TASK: Except for the pictures, reproduce the records word for word.

Stored data
*** Begin section ***

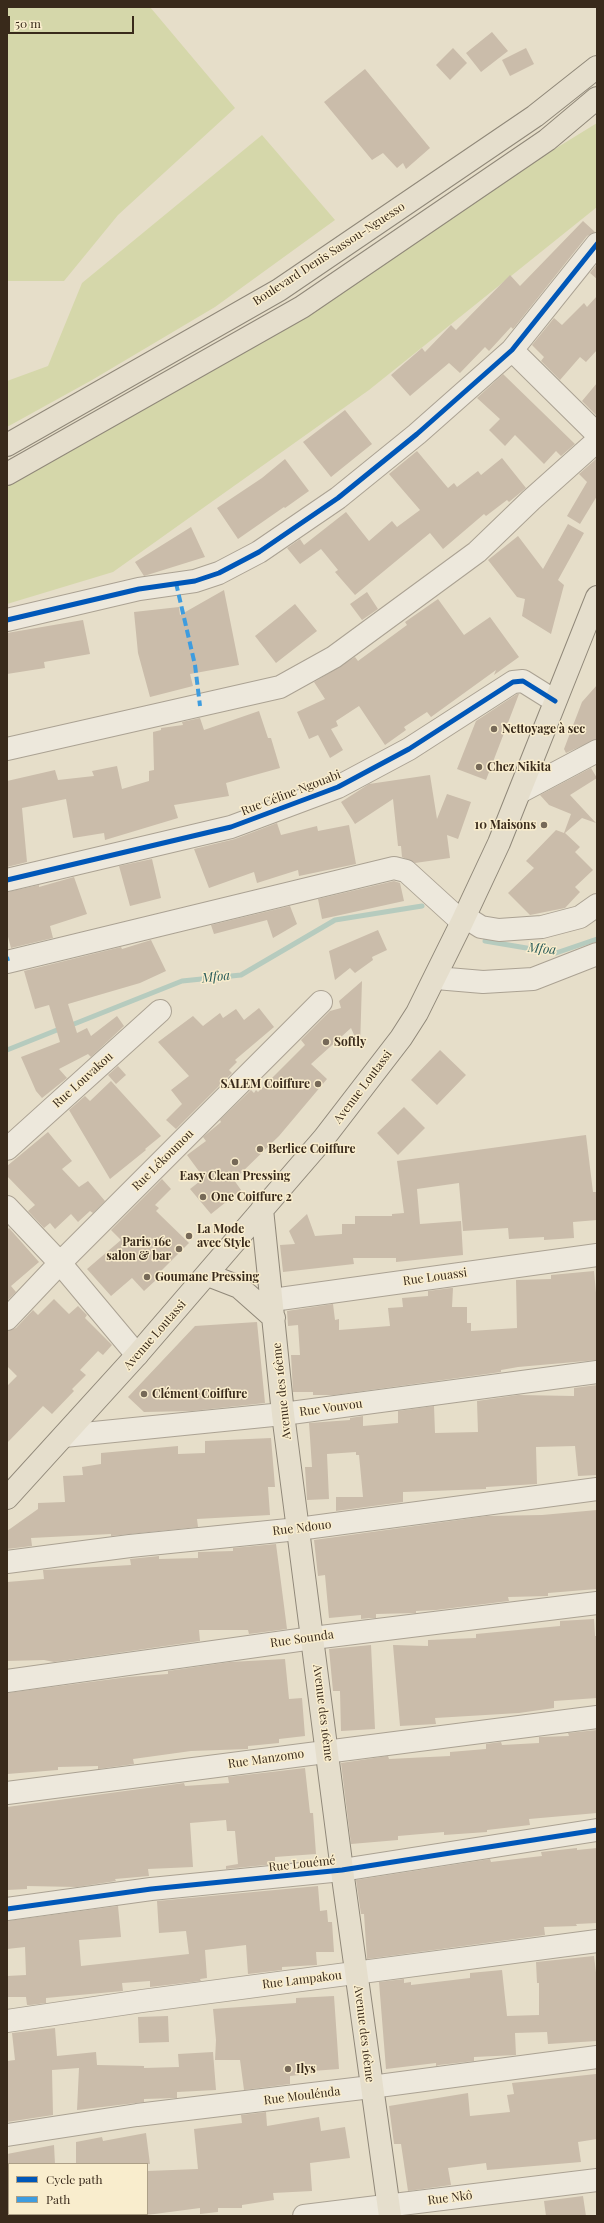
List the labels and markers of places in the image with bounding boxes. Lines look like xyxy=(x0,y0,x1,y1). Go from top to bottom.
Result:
place label: Nettoyage à sec xyxy=(502,722,585,736)
marker: Nettoyage à sec xyxy=(489,724,499,734)
place label: Chez Nikita xyxy=(487,760,551,774)
marker: Chez Nikita xyxy=(474,762,484,772)
place label: 10 Maisons xyxy=(475,818,536,832)
marker: 10 Maisons xyxy=(539,820,549,830)
place label: Softly xyxy=(334,1035,366,1049)
marker: Softly xyxy=(321,1037,331,1047)
place label: SALEM Coiffure xyxy=(221,1077,310,1091)
marker: SALEM Coiffure xyxy=(313,1079,323,1089)
place label: Berlice Coiffure xyxy=(268,1142,356,1156)
marker: Berlice Coiffure xyxy=(255,1144,265,1154)
marker: Easy Clean Pressing xyxy=(230,1157,240,1167)
place label: Easy Clean Pressing xyxy=(180,1169,290,1183)
place label: One Coiffure 2 xyxy=(211,1190,292,1204)
marker: One Coiffure 2 xyxy=(198,1192,208,1202)
place label: La Mode avec Style xyxy=(197,1222,251,1250)
marker: La Mode avec Style xyxy=(184,1231,194,1241)
place label: Paris 16e salon & bar xyxy=(106,1235,171,1263)
marker: Paris 16e salon & bar xyxy=(174,1244,184,1254)
place label: Goumane Pressing xyxy=(155,1270,259,1284)
marker: Goumane Pressing xyxy=(142,1272,152,1282)
place label: Clément Coiffure xyxy=(152,1387,247,1401)
marker: Clément Coiffure xyxy=(139,1389,149,1399)
place label: Ilys xyxy=(296,2062,316,2076)
marker: Ilys xyxy=(283,2064,293,2074)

*** End section ***

RESPONSE:
List the labels and markers of places in the image with bounding boxes. Lines look like xyxy=(x0,y0,x1,y1). Go from top to bottom.
Result:
place label: Nettoyage à sec xyxy=(502,722,585,736)
marker: Nettoyage à sec xyxy=(489,724,499,734)
place label: Chez Nikita xyxy=(487,760,551,774)
marker: Chez Nikita xyxy=(474,762,484,772)
place label: 10 Maisons xyxy=(475,818,536,832)
marker: 10 Maisons xyxy=(539,820,549,830)
place label: Softly xyxy=(334,1035,366,1049)
marker: Softly xyxy=(321,1037,331,1047)
place label: SALEM Coiffure xyxy=(221,1077,310,1091)
marker: SALEM Coiffure xyxy=(313,1079,323,1089)
place label: Berlice Coiffure xyxy=(268,1142,356,1156)
marker: Berlice Coiffure xyxy=(255,1144,265,1154)
marker: Easy Clean Pressing xyxy=(230,1157,240,1167)
place label: Easy Clean Pressing xyxy=(180,1169,290,1183)
place label: One Coiffure 2 xyxy=(211,1190,292,1204)
marker: One Coiffure 2 xyxy=(198,1192,208,1202)
place label: La Mode avec Style xyxy=(197,1222,251,1250)
marker: La Mode avec Style xyxy=(184,1231,194,1241)
place label: Paris 16e salon & bar xyxy=(106,1235,171,1263)
marker: Paris 16e salon & bar xyxy=(174,1244,184,1254)
place label: Goumane Pressing xyxy=(155,1270,259,1284)
marker: Goumane Pressing xyxy=(142,1272,152,1282)
place label: Clément Coiffure xyxy=(152,1387,247,1401)
marker: Clément Coiffure xyxy=(139,1389,149,1399)
place label: Ilys xyxy=(296,2062,316,2076)
marker: Ilys xyxy=(283,2064,293,2074)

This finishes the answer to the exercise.